→ What you have to do
Lines that include the word "each" should be copied from the listing that follows.

== Stored data

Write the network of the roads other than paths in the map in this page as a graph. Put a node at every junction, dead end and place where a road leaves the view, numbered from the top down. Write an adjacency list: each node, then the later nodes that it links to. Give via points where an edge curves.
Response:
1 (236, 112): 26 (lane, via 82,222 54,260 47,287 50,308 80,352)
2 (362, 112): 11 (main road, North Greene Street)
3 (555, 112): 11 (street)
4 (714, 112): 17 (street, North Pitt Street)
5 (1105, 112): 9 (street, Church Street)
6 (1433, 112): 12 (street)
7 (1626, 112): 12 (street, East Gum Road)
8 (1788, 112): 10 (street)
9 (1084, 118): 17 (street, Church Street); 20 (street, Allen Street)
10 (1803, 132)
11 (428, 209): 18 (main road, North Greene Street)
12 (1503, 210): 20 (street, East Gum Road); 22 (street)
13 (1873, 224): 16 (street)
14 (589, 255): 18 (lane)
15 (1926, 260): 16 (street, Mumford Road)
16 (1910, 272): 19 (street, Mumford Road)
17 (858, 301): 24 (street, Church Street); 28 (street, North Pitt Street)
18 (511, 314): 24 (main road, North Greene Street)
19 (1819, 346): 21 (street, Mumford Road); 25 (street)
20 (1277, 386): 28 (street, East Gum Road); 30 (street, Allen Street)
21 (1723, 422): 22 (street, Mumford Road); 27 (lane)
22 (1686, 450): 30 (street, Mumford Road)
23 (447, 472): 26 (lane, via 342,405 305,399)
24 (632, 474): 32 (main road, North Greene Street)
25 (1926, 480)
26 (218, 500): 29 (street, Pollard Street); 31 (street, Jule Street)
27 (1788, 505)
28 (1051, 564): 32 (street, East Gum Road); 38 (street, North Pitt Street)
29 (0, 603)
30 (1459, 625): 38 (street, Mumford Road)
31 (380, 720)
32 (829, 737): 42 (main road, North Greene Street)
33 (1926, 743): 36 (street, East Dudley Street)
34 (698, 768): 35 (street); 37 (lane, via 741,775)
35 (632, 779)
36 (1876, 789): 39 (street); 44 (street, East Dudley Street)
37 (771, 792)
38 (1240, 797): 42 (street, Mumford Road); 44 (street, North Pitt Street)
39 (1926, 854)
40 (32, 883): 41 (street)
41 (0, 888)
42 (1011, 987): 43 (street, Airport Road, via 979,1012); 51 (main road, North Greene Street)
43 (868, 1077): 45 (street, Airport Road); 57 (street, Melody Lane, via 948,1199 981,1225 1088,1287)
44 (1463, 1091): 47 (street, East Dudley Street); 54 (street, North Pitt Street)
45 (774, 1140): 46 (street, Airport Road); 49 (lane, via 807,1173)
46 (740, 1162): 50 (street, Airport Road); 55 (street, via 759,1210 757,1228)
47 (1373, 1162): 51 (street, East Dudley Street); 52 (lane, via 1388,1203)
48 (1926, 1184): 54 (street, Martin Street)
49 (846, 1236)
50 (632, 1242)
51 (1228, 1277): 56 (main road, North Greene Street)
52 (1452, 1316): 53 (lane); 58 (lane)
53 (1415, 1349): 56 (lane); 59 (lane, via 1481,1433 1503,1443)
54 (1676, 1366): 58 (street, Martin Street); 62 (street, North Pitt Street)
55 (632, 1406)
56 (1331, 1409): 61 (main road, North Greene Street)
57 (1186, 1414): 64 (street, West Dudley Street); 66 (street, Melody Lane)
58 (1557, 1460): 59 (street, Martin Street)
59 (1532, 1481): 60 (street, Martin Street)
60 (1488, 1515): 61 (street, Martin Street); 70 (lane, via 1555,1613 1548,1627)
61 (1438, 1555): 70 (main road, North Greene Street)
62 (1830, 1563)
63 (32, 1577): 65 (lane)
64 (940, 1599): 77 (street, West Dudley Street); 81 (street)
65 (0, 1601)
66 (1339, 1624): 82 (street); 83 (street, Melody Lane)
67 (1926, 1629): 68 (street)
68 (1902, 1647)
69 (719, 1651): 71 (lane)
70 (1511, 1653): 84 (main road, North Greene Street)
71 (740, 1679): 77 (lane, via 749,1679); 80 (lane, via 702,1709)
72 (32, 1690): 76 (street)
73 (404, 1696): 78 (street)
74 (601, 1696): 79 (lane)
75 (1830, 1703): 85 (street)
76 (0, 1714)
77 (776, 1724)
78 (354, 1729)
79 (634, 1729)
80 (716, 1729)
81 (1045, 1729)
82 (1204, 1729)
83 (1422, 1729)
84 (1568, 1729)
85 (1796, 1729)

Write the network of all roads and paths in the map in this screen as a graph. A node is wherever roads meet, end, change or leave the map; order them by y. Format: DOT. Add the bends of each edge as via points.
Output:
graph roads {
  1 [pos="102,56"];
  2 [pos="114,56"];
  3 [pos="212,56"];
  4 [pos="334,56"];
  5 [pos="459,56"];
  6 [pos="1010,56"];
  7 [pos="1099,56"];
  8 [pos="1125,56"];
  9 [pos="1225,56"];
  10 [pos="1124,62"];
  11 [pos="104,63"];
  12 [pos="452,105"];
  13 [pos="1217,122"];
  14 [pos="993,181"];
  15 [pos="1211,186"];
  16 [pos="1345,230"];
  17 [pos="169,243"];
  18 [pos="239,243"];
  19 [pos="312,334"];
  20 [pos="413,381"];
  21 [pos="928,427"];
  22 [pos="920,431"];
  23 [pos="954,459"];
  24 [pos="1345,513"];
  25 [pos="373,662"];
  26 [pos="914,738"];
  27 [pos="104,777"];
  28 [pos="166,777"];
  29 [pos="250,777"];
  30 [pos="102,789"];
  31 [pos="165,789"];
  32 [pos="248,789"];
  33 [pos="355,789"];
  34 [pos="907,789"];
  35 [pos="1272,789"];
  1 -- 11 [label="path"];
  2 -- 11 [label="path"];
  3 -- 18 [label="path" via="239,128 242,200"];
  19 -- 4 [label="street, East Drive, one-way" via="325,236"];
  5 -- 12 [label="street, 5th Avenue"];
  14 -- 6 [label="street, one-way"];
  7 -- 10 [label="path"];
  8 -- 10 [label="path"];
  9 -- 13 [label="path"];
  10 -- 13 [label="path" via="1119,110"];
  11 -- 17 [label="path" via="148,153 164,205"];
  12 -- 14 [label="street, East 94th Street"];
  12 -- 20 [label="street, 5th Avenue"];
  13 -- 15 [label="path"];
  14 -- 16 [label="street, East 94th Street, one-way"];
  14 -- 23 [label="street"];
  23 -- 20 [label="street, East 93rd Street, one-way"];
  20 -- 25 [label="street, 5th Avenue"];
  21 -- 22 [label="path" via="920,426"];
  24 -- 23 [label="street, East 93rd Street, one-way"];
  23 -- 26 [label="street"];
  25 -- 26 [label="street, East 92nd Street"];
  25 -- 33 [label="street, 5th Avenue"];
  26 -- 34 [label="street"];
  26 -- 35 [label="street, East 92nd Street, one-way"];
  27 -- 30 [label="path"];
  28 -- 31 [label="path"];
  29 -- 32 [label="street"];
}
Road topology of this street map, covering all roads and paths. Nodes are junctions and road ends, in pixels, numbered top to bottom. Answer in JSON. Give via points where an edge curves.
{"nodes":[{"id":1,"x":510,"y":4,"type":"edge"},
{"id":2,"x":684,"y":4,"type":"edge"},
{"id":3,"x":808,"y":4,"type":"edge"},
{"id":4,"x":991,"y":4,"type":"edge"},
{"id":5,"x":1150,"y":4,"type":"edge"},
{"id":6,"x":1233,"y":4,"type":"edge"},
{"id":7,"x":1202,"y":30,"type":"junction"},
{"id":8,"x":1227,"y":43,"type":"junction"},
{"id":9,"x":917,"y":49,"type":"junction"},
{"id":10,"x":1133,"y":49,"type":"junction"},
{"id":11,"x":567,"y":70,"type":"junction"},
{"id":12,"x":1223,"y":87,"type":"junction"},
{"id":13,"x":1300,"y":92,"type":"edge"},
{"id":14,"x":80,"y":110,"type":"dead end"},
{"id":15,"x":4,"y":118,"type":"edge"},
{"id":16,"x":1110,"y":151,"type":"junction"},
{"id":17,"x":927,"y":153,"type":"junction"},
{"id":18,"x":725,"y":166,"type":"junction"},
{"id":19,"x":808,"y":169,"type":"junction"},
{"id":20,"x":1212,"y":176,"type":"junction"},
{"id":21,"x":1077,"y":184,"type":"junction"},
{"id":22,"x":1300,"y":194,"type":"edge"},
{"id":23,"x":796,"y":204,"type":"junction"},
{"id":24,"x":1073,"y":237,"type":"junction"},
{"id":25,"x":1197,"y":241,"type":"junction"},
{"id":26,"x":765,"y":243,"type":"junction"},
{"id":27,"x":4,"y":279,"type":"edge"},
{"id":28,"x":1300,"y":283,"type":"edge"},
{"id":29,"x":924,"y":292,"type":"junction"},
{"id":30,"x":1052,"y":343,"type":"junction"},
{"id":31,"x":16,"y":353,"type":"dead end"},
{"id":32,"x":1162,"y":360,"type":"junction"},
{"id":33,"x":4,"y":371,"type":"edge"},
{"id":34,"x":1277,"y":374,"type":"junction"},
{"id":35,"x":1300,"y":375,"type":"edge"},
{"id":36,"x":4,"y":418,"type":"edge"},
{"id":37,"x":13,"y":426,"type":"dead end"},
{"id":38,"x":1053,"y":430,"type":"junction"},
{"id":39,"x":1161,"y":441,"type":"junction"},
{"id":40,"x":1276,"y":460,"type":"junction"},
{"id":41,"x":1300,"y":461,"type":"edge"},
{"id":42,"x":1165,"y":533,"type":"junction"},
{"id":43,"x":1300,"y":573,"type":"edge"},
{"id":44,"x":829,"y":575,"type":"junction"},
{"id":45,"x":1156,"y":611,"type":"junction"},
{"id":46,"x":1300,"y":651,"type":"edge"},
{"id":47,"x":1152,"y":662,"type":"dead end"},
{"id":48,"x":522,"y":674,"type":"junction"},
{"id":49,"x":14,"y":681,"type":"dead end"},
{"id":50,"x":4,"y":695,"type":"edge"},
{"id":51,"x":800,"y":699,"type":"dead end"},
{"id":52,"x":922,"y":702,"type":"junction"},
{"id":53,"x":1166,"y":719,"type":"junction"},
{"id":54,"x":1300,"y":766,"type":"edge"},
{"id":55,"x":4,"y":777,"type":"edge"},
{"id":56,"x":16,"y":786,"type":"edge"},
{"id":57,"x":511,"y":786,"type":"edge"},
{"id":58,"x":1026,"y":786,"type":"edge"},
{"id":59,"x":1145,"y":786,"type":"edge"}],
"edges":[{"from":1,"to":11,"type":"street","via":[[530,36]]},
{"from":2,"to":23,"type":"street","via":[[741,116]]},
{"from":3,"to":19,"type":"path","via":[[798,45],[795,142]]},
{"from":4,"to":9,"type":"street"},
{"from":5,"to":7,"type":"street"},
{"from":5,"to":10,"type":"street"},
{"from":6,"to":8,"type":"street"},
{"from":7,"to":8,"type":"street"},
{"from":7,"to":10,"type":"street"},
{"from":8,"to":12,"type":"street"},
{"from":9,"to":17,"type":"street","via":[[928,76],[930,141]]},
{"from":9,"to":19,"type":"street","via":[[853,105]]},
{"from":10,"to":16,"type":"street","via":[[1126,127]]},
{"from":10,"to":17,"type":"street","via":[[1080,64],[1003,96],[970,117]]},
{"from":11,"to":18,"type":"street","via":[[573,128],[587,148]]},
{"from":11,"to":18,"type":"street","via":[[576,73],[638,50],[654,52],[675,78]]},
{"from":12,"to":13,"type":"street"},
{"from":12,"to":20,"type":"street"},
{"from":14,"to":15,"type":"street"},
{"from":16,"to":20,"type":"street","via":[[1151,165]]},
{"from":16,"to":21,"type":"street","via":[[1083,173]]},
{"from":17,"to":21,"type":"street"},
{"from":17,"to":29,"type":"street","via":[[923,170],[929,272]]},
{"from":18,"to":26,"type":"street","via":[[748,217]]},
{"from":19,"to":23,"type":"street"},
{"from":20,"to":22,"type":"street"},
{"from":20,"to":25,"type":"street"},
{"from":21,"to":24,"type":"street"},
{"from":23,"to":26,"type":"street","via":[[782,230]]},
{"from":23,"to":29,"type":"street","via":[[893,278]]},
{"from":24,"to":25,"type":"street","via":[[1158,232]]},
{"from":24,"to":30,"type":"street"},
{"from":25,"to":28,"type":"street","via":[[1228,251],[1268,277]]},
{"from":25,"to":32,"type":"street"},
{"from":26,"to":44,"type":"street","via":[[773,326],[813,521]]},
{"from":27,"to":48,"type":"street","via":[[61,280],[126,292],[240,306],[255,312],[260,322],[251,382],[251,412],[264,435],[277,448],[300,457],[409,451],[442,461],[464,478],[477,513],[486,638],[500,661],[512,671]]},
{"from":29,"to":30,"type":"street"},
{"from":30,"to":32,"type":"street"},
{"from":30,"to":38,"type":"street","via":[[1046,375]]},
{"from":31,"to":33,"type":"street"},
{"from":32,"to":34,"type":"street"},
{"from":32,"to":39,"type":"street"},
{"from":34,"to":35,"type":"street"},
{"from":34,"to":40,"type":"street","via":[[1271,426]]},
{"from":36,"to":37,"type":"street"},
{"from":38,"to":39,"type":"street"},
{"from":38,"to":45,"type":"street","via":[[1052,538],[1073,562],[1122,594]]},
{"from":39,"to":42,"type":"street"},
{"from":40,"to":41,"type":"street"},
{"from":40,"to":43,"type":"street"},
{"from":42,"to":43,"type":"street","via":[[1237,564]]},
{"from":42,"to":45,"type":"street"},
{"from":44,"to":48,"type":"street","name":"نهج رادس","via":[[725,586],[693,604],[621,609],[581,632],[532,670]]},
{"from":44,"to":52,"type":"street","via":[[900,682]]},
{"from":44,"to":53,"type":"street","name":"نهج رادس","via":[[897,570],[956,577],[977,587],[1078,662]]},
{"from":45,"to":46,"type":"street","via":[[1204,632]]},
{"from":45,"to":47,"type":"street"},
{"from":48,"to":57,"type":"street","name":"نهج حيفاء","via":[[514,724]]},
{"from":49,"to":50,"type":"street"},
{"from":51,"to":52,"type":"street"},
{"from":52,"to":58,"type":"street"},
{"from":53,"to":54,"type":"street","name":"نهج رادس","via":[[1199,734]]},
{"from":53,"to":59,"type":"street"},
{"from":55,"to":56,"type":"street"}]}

====

→ Exercise result
Write the network of the roads other than paths in the map in this page as a graph. Put a node at every junction, dead end and place where a road leaves the view, numbered from the top down. Write an adjacency list: each node, then the later nodes that it links to. Give via points where an edge curves.
Write the network of all roads and paths in the map in this screen as a graph. A node is wherever roads meet, end, change or leave the map; order them by y. Format: DOT. Add the bends of each edge as via points.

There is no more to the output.